The questions can be investigated, first, whether exploratory touching (more exactly, the stimulation resulting from the act of “feeling”) is more informative than simple cutaneous pressure in perceiving the form of a surface and, second, whether a moving depression of the skin is more informative than a static depression of the skin in perceiving the form of that depression. exploratory skin-stimulation is self-produced and is covariant with inputs from the joints, tendons, and muscles; moving skin-stimulation is not under the control of the observer and is not accompanied by other inputs. (Lashley’s tracing of an abstract form with a stylus on the skin will be deferred for later study). Both questions above are important for tactual perception. If it should turn out that a static pattern of cutaneous local signs is less effective for perception than a discontinuous “finger pattern” or a moving pattern, this would suggest at least that tactual form perception is not so simple as psychologists have thought. We need a comparison of the accuracy with which a given set of shapes can be discriminated when (1) the shape is pressed on the skin of the hand, (2) the shape is both pressed and rotated on the skin of the hand, and (3) the shape is touched by the exploring fingertips. The same set of objects should be presented to the S under all three conditions.
Apparatus and Method
As an indicator of discrimination we required S to match one of a set of six tactual stimulators with one of a set of six numbered outline drawings displayed in front of him. The tactual stimulators were thin metal strips, bent to produce edges of different shapes (“cookie cutters”). The corresponding drawings are shown in Fig. 1. All had a mean diameter of about 1 in. and the maximum dimension was about 1.25 in. Edge-forms of this size were chosen as being optimal for stimulating the hand. The attempt was made to select forms each of which differed equally from every other by visual inspection.

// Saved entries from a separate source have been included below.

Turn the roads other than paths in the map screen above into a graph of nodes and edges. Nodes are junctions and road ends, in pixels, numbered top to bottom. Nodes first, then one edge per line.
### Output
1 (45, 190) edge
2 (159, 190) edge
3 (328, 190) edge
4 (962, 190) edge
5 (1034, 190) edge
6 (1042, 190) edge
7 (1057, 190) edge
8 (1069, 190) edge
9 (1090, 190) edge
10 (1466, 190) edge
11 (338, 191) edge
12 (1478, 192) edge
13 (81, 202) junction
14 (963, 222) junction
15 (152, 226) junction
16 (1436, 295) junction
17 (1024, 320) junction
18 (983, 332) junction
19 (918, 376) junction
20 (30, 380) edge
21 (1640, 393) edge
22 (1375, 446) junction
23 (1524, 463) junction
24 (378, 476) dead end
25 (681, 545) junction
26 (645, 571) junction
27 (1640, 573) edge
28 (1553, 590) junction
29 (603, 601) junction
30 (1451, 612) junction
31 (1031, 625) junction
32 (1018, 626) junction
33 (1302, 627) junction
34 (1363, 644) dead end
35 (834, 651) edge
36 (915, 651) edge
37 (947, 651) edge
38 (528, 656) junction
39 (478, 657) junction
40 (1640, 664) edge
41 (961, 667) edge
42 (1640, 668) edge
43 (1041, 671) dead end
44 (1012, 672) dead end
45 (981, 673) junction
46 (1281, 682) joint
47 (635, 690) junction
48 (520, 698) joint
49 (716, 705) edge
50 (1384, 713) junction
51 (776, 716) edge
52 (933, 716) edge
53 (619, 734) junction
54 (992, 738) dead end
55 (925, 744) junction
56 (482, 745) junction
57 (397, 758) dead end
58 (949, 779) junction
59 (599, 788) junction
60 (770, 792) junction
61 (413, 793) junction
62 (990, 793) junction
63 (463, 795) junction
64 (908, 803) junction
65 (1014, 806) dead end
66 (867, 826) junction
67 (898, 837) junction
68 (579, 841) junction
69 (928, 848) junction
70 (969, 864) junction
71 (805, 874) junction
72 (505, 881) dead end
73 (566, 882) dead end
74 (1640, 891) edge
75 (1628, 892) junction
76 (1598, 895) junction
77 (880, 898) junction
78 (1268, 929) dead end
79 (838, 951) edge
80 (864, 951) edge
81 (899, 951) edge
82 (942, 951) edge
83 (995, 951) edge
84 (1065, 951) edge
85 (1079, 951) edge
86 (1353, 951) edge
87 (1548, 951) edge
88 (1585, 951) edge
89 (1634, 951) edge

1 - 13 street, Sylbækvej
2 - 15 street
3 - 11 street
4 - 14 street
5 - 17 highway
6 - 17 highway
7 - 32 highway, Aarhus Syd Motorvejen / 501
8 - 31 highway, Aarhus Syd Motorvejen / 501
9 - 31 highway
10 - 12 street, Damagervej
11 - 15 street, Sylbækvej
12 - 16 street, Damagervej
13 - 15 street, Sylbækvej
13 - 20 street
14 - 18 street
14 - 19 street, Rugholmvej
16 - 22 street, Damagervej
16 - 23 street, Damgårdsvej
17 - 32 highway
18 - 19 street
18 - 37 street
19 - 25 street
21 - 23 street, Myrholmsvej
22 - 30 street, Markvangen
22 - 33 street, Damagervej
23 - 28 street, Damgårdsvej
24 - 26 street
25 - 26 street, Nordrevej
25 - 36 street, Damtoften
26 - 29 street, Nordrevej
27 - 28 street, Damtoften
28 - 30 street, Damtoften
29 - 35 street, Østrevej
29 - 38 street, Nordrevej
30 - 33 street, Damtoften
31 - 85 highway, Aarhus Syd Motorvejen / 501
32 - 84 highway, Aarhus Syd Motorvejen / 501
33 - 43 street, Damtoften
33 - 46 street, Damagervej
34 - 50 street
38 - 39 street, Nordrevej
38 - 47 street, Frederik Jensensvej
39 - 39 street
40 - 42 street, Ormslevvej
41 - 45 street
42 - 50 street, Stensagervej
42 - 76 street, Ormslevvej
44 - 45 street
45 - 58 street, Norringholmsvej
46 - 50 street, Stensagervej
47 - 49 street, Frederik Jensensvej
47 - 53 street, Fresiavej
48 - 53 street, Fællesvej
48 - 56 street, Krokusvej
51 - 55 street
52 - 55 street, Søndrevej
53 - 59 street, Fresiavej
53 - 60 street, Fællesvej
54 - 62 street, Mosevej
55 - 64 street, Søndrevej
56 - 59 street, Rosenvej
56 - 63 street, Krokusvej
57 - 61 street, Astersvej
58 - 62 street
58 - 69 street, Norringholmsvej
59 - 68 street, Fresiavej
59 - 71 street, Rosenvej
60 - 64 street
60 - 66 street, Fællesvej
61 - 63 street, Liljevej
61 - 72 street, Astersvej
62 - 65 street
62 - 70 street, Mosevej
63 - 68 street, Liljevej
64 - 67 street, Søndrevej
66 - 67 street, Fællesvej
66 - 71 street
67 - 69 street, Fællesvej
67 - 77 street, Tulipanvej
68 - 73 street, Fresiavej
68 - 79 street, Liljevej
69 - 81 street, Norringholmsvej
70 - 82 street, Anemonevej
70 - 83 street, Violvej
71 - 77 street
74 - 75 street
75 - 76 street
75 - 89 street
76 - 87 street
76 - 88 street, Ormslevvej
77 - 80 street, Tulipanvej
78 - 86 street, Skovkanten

Fig.1 [NOTE: This figure was not shown on our copy of this Purple Perils – Eds.]
Preliminary work showed that this size and degree of similarity of the stimulators could be expected to yield neither zero nor 100% correct matches by any of the three conditions of stimulation.
For the experiment, S was seated opposite E at a table divided by a hanging cloth curtain. S was first shown the six stimulators and noted their correspondence to the drawings displayed at the top of the curtain. He was told that the experiment was concerned with tactual form perception. He would place his hand on the table, palm up, behind the curtain and one of the “cookie cutters” would be placed in (or just above) his hand. His task was to identify (by number) which of the six visual forms corresponded to the object touching his hand (or fingers). He was told that the objects would be presented in an unpredictable order, and that there would not be an equal number of presentations of each of the six objects (which was in fact the case). No preliminary practice was given.

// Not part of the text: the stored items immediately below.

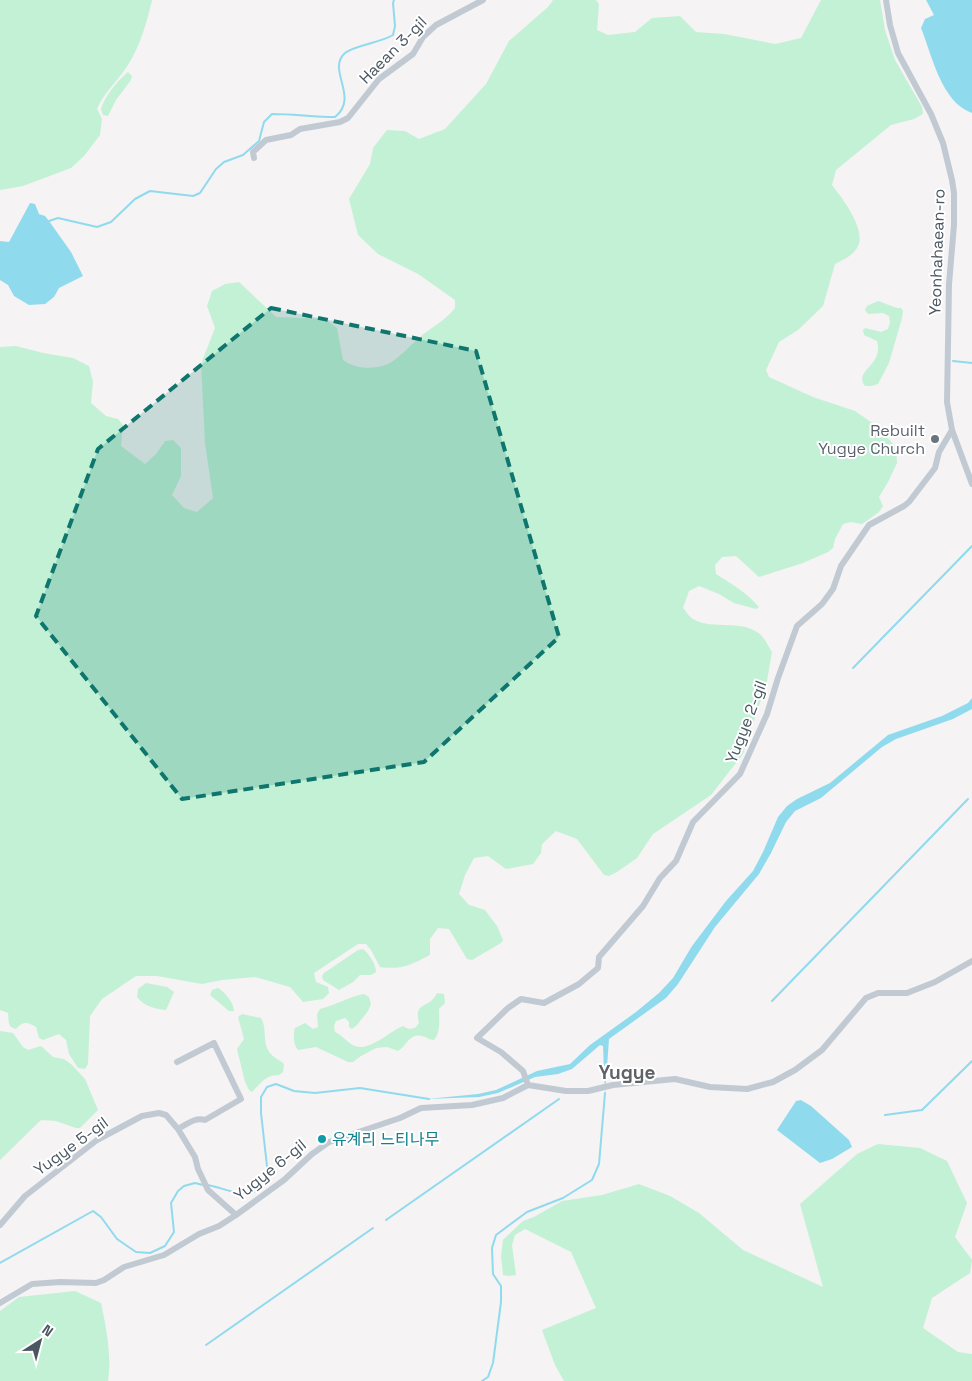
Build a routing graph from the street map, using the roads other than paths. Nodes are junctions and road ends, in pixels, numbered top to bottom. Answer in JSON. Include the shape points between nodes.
{"nodes":[{"id":1,"x":483,"y":0,"type":"edge"},
{"id":2,"x":886,"y":0,"type":"edge"},
{"id":3,"x":254,"y":158,"type":"dead end"},
{"id":4,"x":952,"y":430,"type":"junction"},
{"id":5,"x":972,"y":484,"type":"edge"},
{"id":6,"x":972,"y":961,"type":"edge"},
{"id":7,"x":177,"y":1062,"type":"dead end"},
{"id":8,"x":528,"y":1085,"type":"junction"},
{"id":9,"x":178,"y":1129,"type":"junction"},
{"id":10,"x":236,"y":1215,"type":"junction"},
{"id":11,"x":0,"y":1225,"type":"edge"},
{"id":12,"x":0,"y":1303,"type":"edge"}],
"edges":[{"from":1,"to":3,"type":"street","name":"Haean 3-gil","via":[[436,26],[423,37],[413,54],[379,79],[348,118],[266,140],[253,152]]},
{"from":2,"to":4,"type":"street","name":"Yeonhahaean-ro","via":[[898,53],[943,143],[954,193],[947,384]]},
{"from":4,"to":5,"type":"street","name":"Yeonhahaean-ro"},
{"from":4,"to":8,"type":"street","name":"Yugye 2-gil","via":[[939,452],[935,468],[909,502],[869,525],[841,566],[833,589],[822,604],[797,626],[767,714],[740,774],[693,822],[676,861],[599,957],[598,968],[579,984],[544,1003],[521,999],[476,1038],[501,1052],[523,1071]]},
{"from":6,"to":8,"type":"street","via":[[907,993],[878,993],[866,998],[822,1050],[773,1082],[747,1089],[710,1087],[675,1079],[613,1085],[588,1091]]},
{"from":7,"to":9,"type":"street","via":[[214,1043],[241,1099],[205,1120],[193,1121]]},
{"from":8,"to":10,"type":"street","name":"Yugye 6-gil","via":[[503,1098],[480,1103],[421,1108],[329,1142]]},
{"from":9,"to":10,"type":"street","name":"Yugye 5-gil","via":[[195,1157],[208,1190]]},
{"from":9,"to":11,"type":"street","name":"Yugye 5-gil","via":[[166,1115],[159,1113],[134,1119],[97,1140],[24,1196]]},
{"from":10,"to":12,"type":"street","name":"Yugye 6-gil","via":[[164,1256],[124,1267],[96,1283],[32,1284]]}]}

In Condition P (passive) the stimulator was pressed downward into the palm of the hand by E for four seconds. In Condition M (moving) the stimulator was pressed on the palm in the same manner but was slowly and continually rotated in two or more 90 degree cycles for four seconds. In condition A (active) the S was told to cup his fingers upward. The stimulator was then placed on the fingertips and he was allowed to move the fingers in any manner he chose. This procedure often took longer than four seconds, but generally not more than five. No effort was made to present the tactual form in the same orientation as the visual form in the display. In all conditions, S was required to make a judgment or a guess at the end of the trial. No knowledge of results was given. The three conditions were presented separately but in an order counterbalanced for different Ss, so as to nullify a possible effect of practice on the comparison of conditions. Within each condition the six forms were presented in a different random order, each form appearing at least five times, with some extra unrecorded trials t o render frequency unequal.
Twelve Ss were used. Each made 30 scored judgments (5 x 6 objects) under each condition for a total of 90 judgments per S.

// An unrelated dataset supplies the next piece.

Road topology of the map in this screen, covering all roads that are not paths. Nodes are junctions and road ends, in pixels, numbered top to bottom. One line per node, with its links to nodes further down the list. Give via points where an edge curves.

Pooling all 1080 judgments, 61% were correct. A chance level of judgments would be 1/6 or 16.7% (with our method). The modes of tactual stimulation, taken together, gave the subjects a considerable amount of information for distinguishing the objects.
But the three modes of stimulation were by no means equal in the amount of information registered. For the passive condition 49% of the judgments were correct, for the moving condition 72%, and for the active condition 95%. It is unlikely that these differences in accuracy of judgment could have occurred by chance. The results suggest, first, that a static pattern of cutaneous pressure is a less effective stimulus for perceiving form than a rotating pattern on the same area of skin. They suggest, second, that a static pattern of cutaneous pressure on the palm is less effective for perceiving form than a complex of changing pressures on the fingertips, the changes being produced by the S himself and being covariant with kinesthetic inputs.
There was a trend for the accuracy of the identifications to increase through the series of 90 judgments, across the counterbalanced order of conditions of stimulation. This suggests that the Ss, although never told whether judgments were correct or incorrect, were somehow learning to register certain differences in cutaneous stimulation not ordinarily given much attention. They reported attempts to analyze the impressions in terms of “angles”, and of “lines” and “curves ” (although the latter were hard to distinguish).
If these exploratory results are confirmed by other experimenters (and the experiment is easy to repeat) they demand some new thinking about tactual form perception. A fixed pattern of local signs on the skin is less determinative of “form” than a pattern which changes in time. And a seemingly chaotic pattern of changing fingertip pressures is the most determinative of all. Different Ss in this experiment were observed to move their fingers around the object in different ways; the same S would not explore in the same way on different occasions; moreover the number of fingertips applied to the edges might vary between all five and only one. Evidently a perception of form arising from the skin does not necessarily consist of or depend on a chain of adjacent cutaneous local signs. It must often, and more typically, depend on something that remains invariant during variations of local pressure. During rotation of a form on the skin, the anatomical loci of stimulation change, but certain distances, proportions, and other relations among these changing loci do not, i.e. they remain invariant. These distances, proportions, and other relations can reasonably be considered stimuli for the skin. If so, this would explain why both the form and its motion can be picked up. During self-produced stimulation of the skin of the fingers by contact with a rigid object, the anatomical loci of stimulation change even more radically. But these changes are precisely linked to the movements of the fingers. The presence or absence of stimulation at any finger is linked to the relative posture of that finger, and this is specified by input from the joints. Consequently in this case also there are invariants over time and these are specific to the form of the object. Introspectively, as one’s fingers play over the edges, the local sensations of pressure are almost impossible to detect or describe; what comes easily to attention are the feelings of “angle” and “line” and of relative separation. It is these invariant relations, we suggest, which constitute stimuli for the normal operation of the sense of touch.
On this theory, objects are tactually distinguished from one another on the basis of the distinctive invariants of cutaneous and articular stimulation, not primarily on the basis of cutaneous “form” as heretofore conceived. Tactual edges can be matched with visual outlines not so much because the same “form” is imposed on the skin and on the retina as because the same invariants of proportion and relation are common to the tactual and the visual system. The eyes, like the hands, are exploratory, and the retinal image, like the cutaneous image can undergo rotations, transpositions, and transformations without losing its specifying capacity. The ability of an individual to localize a punctate stimulus on the skin has been considered the sensory basis of tactual form perception. These results cast doubt on that assumption.